CNBC’s Joe Kernan discussed the plan, and how some see it as “unfair” with Treasury Secretary Steve Mnuchin.
JOE KERNAN, CNBC: I got a call yesterday from someone who lives in New York, a well-to-do guy. Be talked to his accountant, and his taxes are through the roof based on this because he is not able to write off [his local tax]. He’s a Republican, he voted because of tax reform. He says he doesn’t even care if his taxes go down, he thought at least they wouldn’t go up. He says his accountant informs him it is going to be hundreds of thousands of dollars more based on this.
That would never happen in a Reagan[-style] tax cut. With the House plan, how do you answer that, that he is getting a huge tax increase from a Republican administration?

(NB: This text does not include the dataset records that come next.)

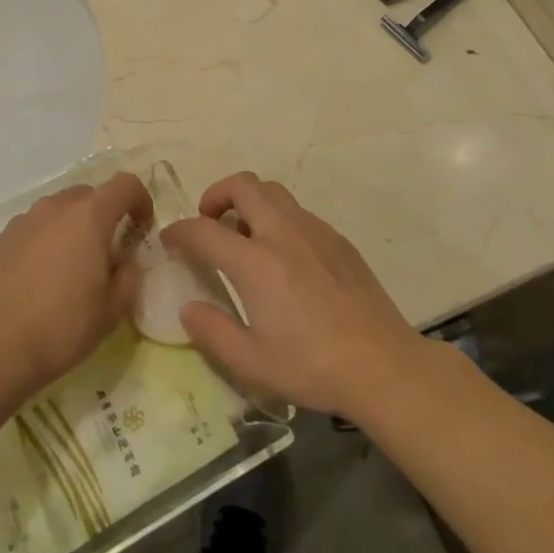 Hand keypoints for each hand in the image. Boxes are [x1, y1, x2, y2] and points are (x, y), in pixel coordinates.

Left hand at [0, 172, 152, 405]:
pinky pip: (35, 228)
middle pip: (90, 195)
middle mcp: (56, 207)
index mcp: (90, 216)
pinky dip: (46, 241)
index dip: (141, 200)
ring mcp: (25, 220)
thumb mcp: (111, 311)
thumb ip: (129, 277)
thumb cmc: (60, 327)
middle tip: (107, 255)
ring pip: (59, 211)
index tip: (142, 230)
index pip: (125, 185)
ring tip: (71, 270)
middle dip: (105, 216)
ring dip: (73, 228)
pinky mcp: (1, 238)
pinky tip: (40, 279)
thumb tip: (126, 261)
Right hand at [162, 173, 426, 420]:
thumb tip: (187, 308)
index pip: (204, 230)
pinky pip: (298, 212)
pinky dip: (278, 218)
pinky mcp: (337, 239)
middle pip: (243, 185)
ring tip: (245, 235)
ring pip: (273, 191)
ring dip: (249, 201)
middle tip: (209, 221)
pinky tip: (284, 256)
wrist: (384, 365)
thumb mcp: (252, 362)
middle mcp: (282, 233)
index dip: (180, 230)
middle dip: (217, 193)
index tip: (170, 238)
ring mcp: (314, 231)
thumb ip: (212, 332)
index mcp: (255, 262)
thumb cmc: (313, 367)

As we said, the objective of the plan is to simplify taxes and level the playing field. We are getting the federal government out of the business of subsidizing states. That is going to impact high-tax states.

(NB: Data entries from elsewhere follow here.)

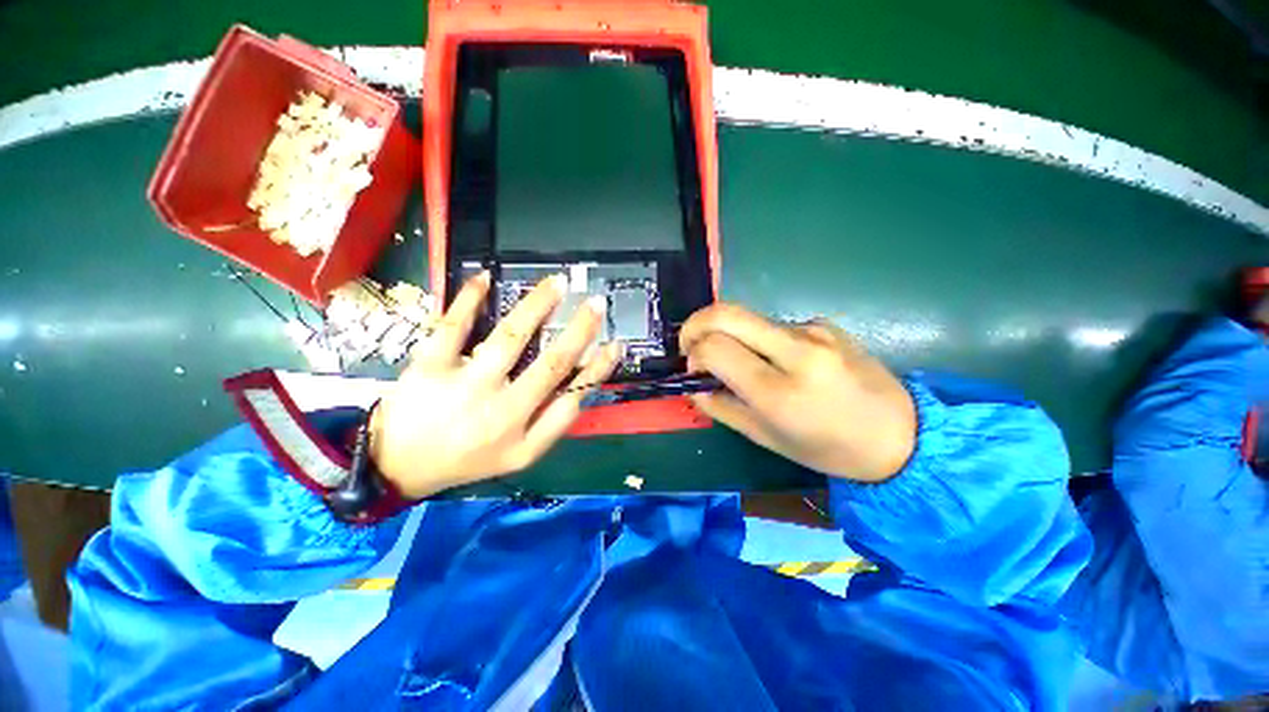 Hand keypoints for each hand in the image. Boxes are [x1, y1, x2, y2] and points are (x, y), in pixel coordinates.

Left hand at [370, 272, 622, 498]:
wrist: (398, 466)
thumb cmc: (468, 459)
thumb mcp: (521, 455)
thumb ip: (554, 424)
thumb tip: (583, 386)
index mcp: (523, 433)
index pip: (572, 394)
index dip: (599, 368)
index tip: (616, 344)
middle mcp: (500, 408)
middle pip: (550, 362)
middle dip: (580, 330)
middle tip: (596, 303)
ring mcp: (463, 384)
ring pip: (509, 337)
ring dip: (537, 306)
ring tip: (558, 283)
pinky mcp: (428, 366)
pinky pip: (452, 326)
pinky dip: (469, 299)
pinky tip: (484, 278)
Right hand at [680, 304, 915, 482]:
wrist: (901, 434)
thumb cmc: (827, 449)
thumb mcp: (765, 438)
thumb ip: (721, 407)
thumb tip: (693, 384)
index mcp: (778, 391)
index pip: (715, 348)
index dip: (694, 354)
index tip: (694, 368)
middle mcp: (796, 351)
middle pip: (726, 313)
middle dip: (696, 324)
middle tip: (691, 344)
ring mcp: (814, 331)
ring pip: (748, 317)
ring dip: (730, 334)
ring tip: (739, 361)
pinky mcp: (825, 324)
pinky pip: (773, 324)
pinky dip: (758, 338)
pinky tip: (775, 361)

Having said that, for someone who makes $100-300,000 in a high-tax state, they will get tax cuts, for people who make a million dollars or more, their taxes are going to go up on the personal side.

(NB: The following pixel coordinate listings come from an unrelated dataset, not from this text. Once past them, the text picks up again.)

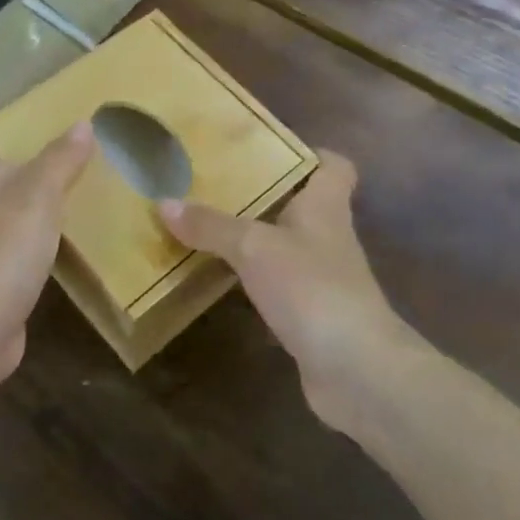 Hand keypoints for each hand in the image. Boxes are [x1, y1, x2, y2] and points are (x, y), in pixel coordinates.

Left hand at [0, 122, 95, 392]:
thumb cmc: (6, 247)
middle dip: (9, 172)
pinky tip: (58, 247)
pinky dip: (30, 246)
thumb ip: (62, 158)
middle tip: (50, 164)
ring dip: (22, 210)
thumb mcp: (41, 192)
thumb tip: (83, 124)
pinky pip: (11, 252)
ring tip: (61, 201)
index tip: (17, 132)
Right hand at [158, 152, 415, 430]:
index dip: (311, 154)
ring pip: (288, 246)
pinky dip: (255, 281)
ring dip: (256, 239)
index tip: (270, 150)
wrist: (356, 369)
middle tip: (219, 184)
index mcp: (326, 206)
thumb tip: (164, 202)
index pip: (334, 166)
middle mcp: (329, 237)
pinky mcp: (314, 315)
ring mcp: (324, 279)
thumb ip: (211, 225)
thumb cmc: (311, 287)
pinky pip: (280, 286)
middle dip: (267, 195)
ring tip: (210, 227)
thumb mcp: (253, 247)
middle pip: (304, 205)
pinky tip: (223, 280)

Having said that, they are going to get the benefit of pass-through reduction, which will be good for small businesses and entrepreneurs–
CNBC: That’s well and good, Mr. Secretary, but you have to convince these people are going to be paying hundreds of thousands of dollars more that — You can’t tell the, businesses are going to be doing much better. That is like the greater good. I know, you’ve got to work within these constraints, but the Republican idea of tax reform, I don’t think people knew these people were going to have huge tax increases. Is it punitive because they make too much money?
MNUCHIN: I don’t think it is a question of the greater good at all, I think there are going to be lots of companies in New York that when their tax rates go from 35% to 20%, can increase wages. So you’re talking about the elimination of state and local taxes will probably cost about 4% in New York. In the Senate version there is a 1% reduction. Do you’re talking about potentially a 3% increase on people who make a million dollars or more.
People understand that that is funding lots of middle-income tax cuts, and understand that.